After immobilization of antibody, the GPE−strain was injected onto both antibodies in different flow cells. It was diluted at 1:10, 1:100 and 1:1000 (v/v) in HBS-EP buffer which served as transport buffer. The virus was kept overnight in 4°C and centrifuged prior to use to allow complete homogenization. Total interaction time was 60 seconds with the flow rate of 20 μl min-1. To check the sensitivity of the assay, the limit of detection (LOD) for this assay was calculated as below [24]:

LOD = 3 x SD, where SD is the standard deviation of blank sample

Regeneration analysis

The regeneration of the sensor chip surface was performed by injection of Glycine-HCl of various pH or just allowed the virus to dissociate in the running buffer. It was controlled by comparing baseline-resonance units before the test and after the washing procedure. For regeneration, the flow rate was set at 20 μl min-1 for 0.5 min-1.

SDS-PAGE and Western blotting

In line with the interaction analysis, SDS-polyacrylamide gel electrophoresis (SDS-PAGE) was carried out by the method described by Laemmli [25], with 4% stacking gels and 12% resolving gels using a Bio-Rad mini gel apparatus. The separated CSFV proteins were either stained with Coomassie blue or analyzed by the use of Western Blots probed with monoclonal antibodies WH303 or WH211. Bound antibodies were detected by using horseradish peroxidase (HRP)- conjugated goat anti-mouse with ABTS peroxidase substrate system (KPL) according to the manufacturer's instructions.

Results

pH scouting for immobilization

Pre-concentration buffers are vital for the ligands to adsorb on the dextran matrix and ensure the immobilization procedure works effectively. As recommended, 0.010 mol l-1 sodium acetate is generally practical for all proteins. Both ligands (WH211 and WH303) were individually diluted in 0.010 mol l-1 sodium acetate buffers in pH ranged from 3.0 to 6.0. The optimum pH for immobilization of WH211 and WH303 were pH 5.0 and pH 4.0, respectively (Figure 1A and 1B).
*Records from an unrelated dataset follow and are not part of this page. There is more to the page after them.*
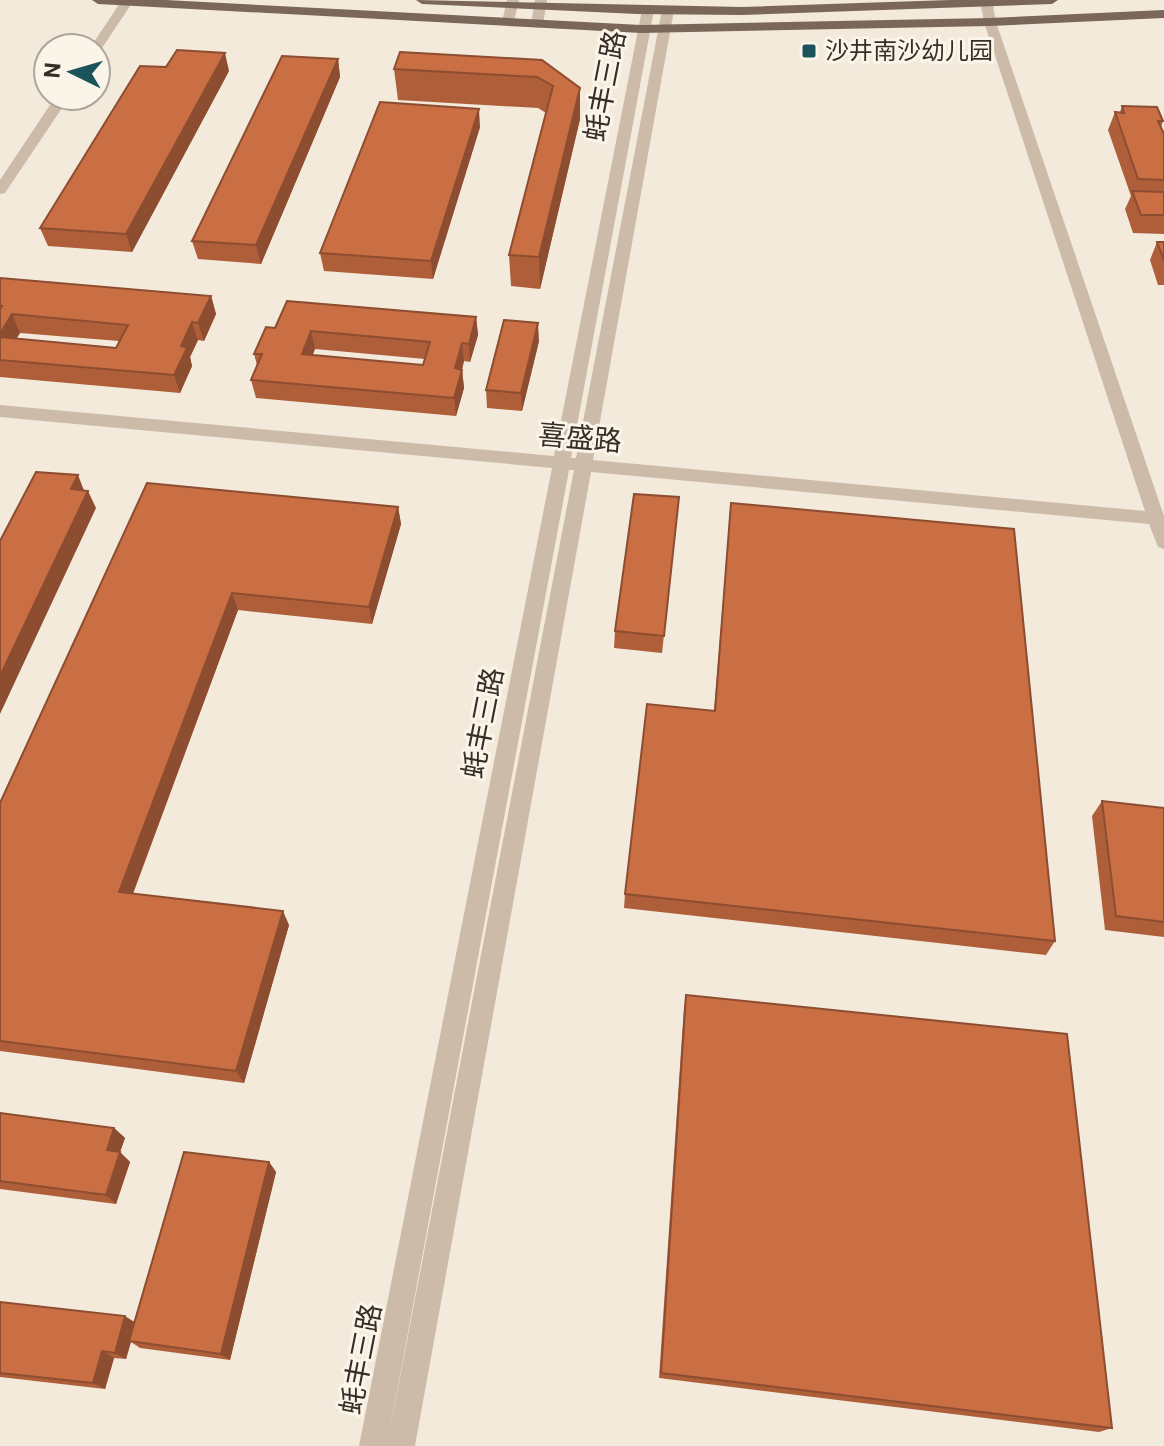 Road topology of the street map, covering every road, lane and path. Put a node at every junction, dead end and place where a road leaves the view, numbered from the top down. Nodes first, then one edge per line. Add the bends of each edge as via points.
1 (98, 0) edge
2 (422, 0) edge
3 (1052, 0) edge
4 (128, 1) edge
5 (986, 1) edge
6 (513, 2) edge
7 (540, 3) edge
8 (1164, 14) edge
9 (656, 19) junction
10 (508, 22) junction
11 (990, 22) junction
12 (537, 24) junction
13 (107, 32) edge
14 (52, 112) edge
15 (0, 190) edge
16 (0, 411) edge
17 (561, 463) junction
18 (583, 465) junction
19 (1155, 518) junction
20 (1164, 542) edge
21 (373, 1446) edge
22 (401, 1446) edge

1 - 4 main road
2 - 6 main road
3 - 5 main road
4 - 10 main road
4 - 13 street
5 - 9 main road
5 - 11 street
6 - 7 main road
6 - 10 street
7 - 9 main road
7 - 12 street
8 - 11 main road
9 - 11 main road
9 - 12 main road
9 - 17 street, 蚝丰三路
9 - 18 street, 蚝丰三路
10 - 12 main road
11 - 19 street
14 - 15 street
16 - 17 street, 喜盛路
17 - 18 street, 喜盛路
17 - 21 street, 蚝丰三路
18 - 19 street, 喜盛路
18 - 22 street, 蚝丰三路
19 - 20 street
virology-mycology-flow-cell

Figure 1: pH scouting for WH211 (A) on flow cell 2 and WH303 (B) on flow cell 3 of CM5 Sensor Chip. pH 5.0 and pH 4.0 were the optimum pH of immobilization buffer for WH211 and WH303 respectively.

At that pH, the respected antibodies showed the highest interaction towards the carboxylated matrix of the sensor chip and reached plateau. This indicates the ideal pre-concentration buffers prior to immobilization.

Ligand immobilization

In the study, direct immobilization was done using the common amine coupling method. Figure 2 showed immobilization of both monoclonal antibodies in flow cell 2 and 3 of the sensor chip. Flow cell 1 served as blank (not shown). Immobilization of WH211 gave 9366 response unit (RU) whereas RU for WH303 was 4276.
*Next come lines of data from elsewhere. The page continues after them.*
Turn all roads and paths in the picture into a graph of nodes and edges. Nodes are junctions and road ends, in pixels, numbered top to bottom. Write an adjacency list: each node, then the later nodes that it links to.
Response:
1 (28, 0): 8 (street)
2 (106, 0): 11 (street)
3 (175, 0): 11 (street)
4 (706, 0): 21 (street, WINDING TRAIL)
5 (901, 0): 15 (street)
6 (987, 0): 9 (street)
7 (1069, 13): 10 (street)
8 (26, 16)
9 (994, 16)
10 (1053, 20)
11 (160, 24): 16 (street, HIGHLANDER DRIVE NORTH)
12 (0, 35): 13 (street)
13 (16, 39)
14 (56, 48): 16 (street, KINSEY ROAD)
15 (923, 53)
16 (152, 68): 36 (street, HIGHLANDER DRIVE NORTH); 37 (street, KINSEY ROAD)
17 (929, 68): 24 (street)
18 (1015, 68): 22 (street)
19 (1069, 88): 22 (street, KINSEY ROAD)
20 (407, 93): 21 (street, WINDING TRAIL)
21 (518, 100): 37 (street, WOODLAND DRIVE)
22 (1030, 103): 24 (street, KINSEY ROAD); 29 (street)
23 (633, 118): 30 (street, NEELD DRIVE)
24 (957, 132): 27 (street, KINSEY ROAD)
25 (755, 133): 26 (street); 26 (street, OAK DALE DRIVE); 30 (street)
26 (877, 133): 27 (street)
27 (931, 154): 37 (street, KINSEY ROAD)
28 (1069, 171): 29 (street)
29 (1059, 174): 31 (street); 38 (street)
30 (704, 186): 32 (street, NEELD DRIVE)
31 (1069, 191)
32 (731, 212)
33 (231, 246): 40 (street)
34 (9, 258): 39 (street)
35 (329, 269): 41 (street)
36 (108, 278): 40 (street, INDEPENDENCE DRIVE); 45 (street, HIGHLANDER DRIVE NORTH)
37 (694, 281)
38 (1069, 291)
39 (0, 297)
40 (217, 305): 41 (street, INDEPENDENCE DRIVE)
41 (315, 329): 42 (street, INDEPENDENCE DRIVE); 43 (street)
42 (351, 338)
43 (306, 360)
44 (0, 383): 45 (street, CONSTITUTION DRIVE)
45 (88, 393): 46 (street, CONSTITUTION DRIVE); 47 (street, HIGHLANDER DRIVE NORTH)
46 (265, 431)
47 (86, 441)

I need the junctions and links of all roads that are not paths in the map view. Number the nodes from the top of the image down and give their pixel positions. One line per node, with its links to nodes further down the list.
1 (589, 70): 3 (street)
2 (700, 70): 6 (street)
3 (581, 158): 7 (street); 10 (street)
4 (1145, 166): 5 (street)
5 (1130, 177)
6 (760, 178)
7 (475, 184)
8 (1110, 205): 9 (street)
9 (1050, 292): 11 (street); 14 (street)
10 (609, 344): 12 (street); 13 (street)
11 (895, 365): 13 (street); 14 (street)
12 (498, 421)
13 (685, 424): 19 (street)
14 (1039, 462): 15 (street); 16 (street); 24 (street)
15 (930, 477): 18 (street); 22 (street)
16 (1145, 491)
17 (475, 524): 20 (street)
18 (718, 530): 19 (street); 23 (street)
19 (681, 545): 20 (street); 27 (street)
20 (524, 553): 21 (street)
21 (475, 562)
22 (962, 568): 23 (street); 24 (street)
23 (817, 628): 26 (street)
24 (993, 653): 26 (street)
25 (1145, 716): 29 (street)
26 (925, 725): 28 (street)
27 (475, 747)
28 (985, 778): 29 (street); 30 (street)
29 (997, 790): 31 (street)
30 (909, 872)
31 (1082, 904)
virology-mycology-Response-units

Figure 2: Amount of Ligand Immobilization. Response units of WH211 and WH303 on CM5 sensor chip were indicated by arrow 6 as response unit (RU) of 9366.4 (A) and 4276.1 (B). The steps in immobilization were presented using BIAevaluation software version 4.1. Arrows indicate: (1) target for immobilization level, (2) injection of running buffer, (3) activation of sensor chip’s surface with amine coupling method, (4) injection of WH211 or WH303, (5) deactivation of excess reactive surface with ethanolamine, and (6) final amount of immobilized WH211 and WH303.

Affinity interaction analysis

Affinity interaction analysis between GPE−strain (analyte) and both monoclonal antibodies can be seen in Figure 3, whereby 2 fold higher ligand interactions were found between GPE−-WH 211 as compared to GPE−-WH303. The contact time of analyte tested was very minimal to allow saturation point (plateau) which was absent at the interaction labelled by no. 3 in Figure 3.
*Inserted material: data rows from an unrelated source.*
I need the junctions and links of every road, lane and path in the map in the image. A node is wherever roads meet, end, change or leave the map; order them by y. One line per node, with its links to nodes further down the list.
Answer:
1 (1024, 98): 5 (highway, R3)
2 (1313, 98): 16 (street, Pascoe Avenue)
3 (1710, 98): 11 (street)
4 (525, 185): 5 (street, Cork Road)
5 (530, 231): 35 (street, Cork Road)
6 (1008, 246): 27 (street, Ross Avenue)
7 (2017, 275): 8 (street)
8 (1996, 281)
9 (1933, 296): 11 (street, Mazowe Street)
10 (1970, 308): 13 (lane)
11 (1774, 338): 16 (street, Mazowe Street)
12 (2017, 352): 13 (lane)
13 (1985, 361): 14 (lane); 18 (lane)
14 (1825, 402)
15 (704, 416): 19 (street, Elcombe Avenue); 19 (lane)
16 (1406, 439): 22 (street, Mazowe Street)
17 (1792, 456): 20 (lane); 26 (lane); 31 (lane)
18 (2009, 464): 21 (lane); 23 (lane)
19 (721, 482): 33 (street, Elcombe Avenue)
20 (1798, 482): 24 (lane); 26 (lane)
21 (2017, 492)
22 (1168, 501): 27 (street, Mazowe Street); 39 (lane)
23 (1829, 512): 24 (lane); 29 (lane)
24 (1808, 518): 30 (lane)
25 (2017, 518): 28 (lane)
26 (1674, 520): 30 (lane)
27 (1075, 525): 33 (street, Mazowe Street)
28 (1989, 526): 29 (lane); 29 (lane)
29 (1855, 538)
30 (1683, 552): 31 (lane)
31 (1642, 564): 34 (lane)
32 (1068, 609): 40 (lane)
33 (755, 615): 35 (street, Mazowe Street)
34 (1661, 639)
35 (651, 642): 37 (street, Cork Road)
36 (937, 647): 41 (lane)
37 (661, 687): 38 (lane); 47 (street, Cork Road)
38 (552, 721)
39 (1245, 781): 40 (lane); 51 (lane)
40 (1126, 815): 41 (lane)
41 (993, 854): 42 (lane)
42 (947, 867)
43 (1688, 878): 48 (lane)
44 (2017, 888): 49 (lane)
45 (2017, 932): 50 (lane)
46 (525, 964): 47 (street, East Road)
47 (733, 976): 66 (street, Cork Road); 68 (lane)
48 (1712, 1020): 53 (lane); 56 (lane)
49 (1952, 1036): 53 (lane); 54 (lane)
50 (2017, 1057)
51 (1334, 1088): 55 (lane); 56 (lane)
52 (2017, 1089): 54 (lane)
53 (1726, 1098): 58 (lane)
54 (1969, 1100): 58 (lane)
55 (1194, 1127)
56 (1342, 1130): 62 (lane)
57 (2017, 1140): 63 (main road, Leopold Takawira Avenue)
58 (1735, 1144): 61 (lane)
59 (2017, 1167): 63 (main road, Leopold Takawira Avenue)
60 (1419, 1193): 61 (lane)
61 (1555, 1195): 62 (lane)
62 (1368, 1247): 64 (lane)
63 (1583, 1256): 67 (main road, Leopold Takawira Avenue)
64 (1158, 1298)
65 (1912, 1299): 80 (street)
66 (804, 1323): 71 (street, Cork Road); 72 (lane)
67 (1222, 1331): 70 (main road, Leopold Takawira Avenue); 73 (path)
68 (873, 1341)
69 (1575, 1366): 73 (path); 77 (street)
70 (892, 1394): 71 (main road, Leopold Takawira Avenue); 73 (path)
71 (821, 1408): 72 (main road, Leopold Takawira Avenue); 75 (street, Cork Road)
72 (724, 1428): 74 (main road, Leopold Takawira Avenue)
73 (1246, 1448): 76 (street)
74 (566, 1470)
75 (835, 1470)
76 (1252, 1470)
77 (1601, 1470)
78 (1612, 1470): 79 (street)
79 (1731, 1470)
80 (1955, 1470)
virology-mycology-Arrows-presented

Figure 3: Affinity interaction analysis of GPE− strain with WH211 (A) and WH303 (B). Arrows presented by BIAevaluation software version 4.1 indicated: GPE− strain at dilutions of (1) 1:1000 (v/v) in HBS-EP buffer, (2) 1:100 (v/v) in HBS-EP buffer, (3) 1:10 (v/v) in HBS-EP buffer, and stabilization of (4) WH211 or WH303 coatedsensor surface using running buffer. Regeneration with HBS-EP buffer was performed after each binding event of virus (analyte) onto the antibody (ligand).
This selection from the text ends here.